(Stored data)
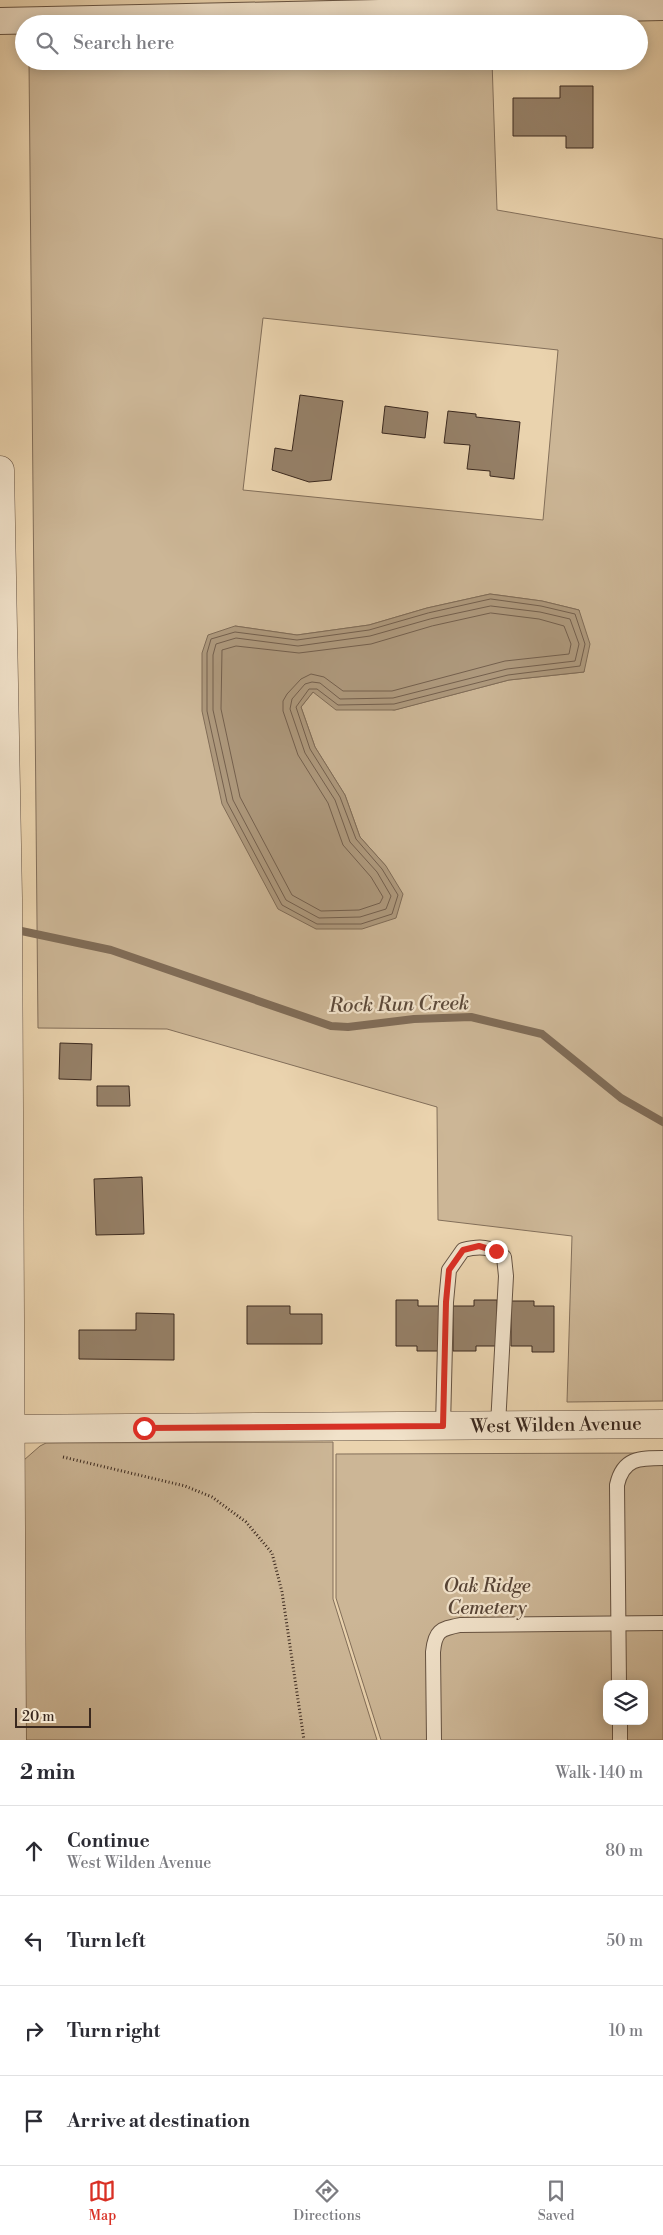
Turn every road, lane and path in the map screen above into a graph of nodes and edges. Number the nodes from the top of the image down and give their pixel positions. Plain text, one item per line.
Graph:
1 (663, 7) edge
2 (284, 15) edge
3 (0, 21) edge
4 (15, 21) edge
5 (0, 470) edge
6 (4, 1076) edge
7 (663, 1424) edge
8 (498, 1425) junction
9 (443, 1426) junction
10 (5, 1429) edge
11 (55, 1455) dead end
12 (663, 1458) edge
13 (663, 1623) edge
14 (618, 1624) junction
15 (619, 1680) edge
16 (620, 1725) edge
17 (12, 1740) edge
18 (304, 1740) edge
19 (434, 1740) edge
20 (620, 1740) edge

1 - 2 street
3 - 4 street
5 - 6 street
6 - 10 street
7 - 8 street, West Wilden Avenue
8 - 9 street, West Wilden Avenue
8 - 9 lane
9 - 10 street, West Wilden Avenue
10 - 17 street
11 - 18 path
12 - 14 lane
13 - 14 lane
14 - 15 lane
14 - 19 lane
16 - 20 lane

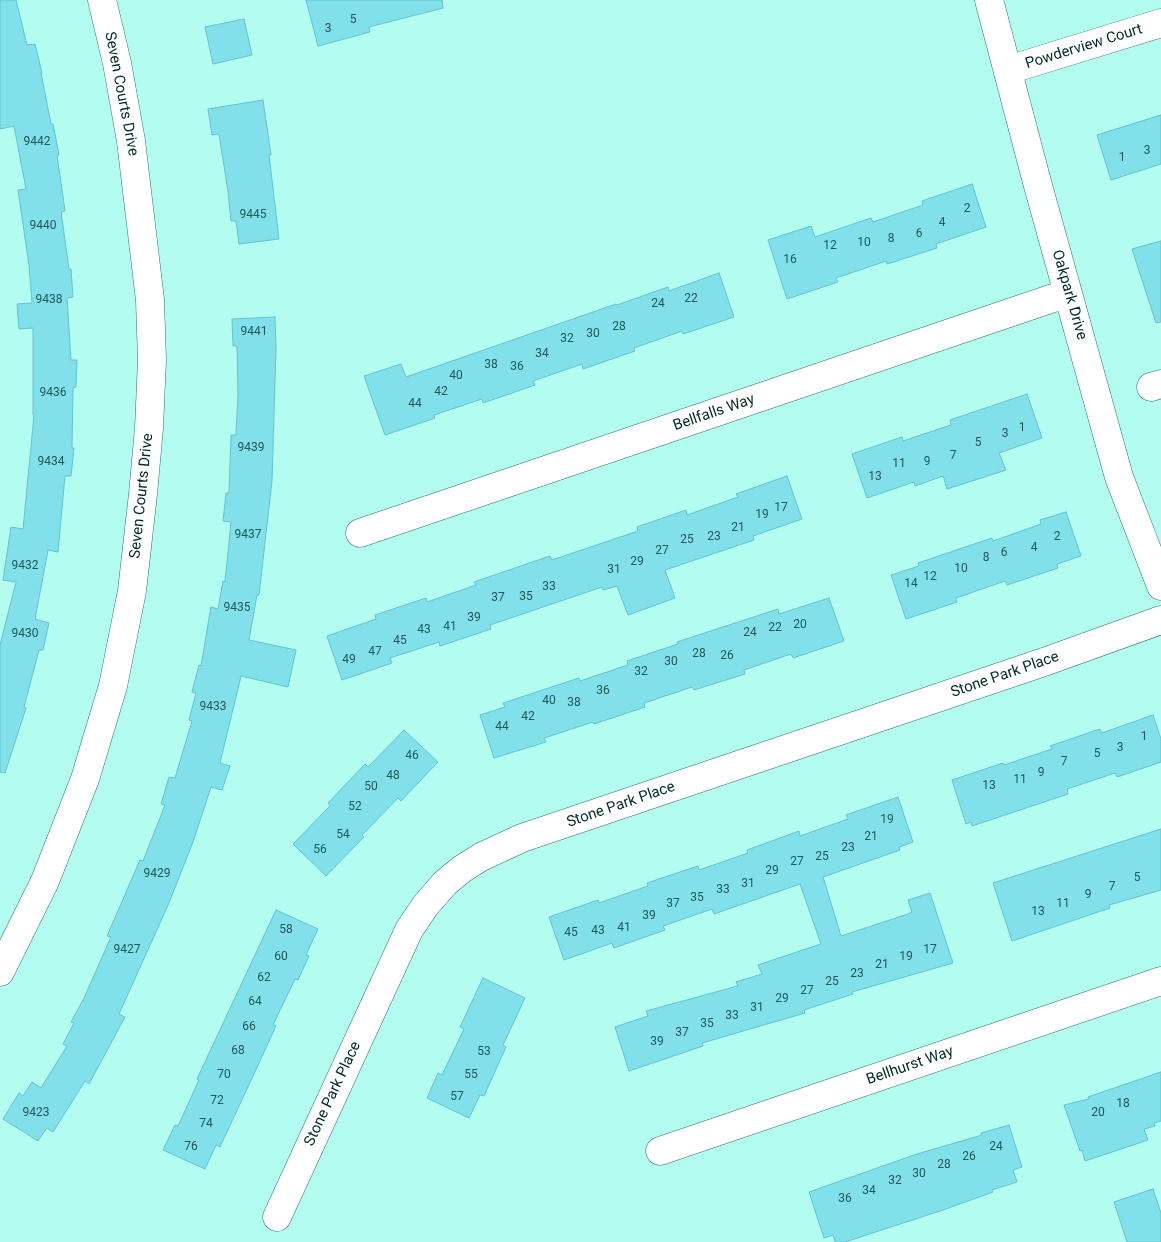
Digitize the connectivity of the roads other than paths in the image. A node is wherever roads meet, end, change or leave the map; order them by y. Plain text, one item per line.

§ **Description of the task**: Sift the data above for lines with "text", then copy each one.

§ **Exercise solution**:
Turn every road, lane and path in the map screen above into a graph of nodes and edges. Number the nodes from the top of the image down and give their pixel positions. Plain text, one item per line.
Digitize the connectivity of the roads other than paths in the image. A node is wherever roads meet, end, change or leave the map; order them by y. Plain text, one item per line.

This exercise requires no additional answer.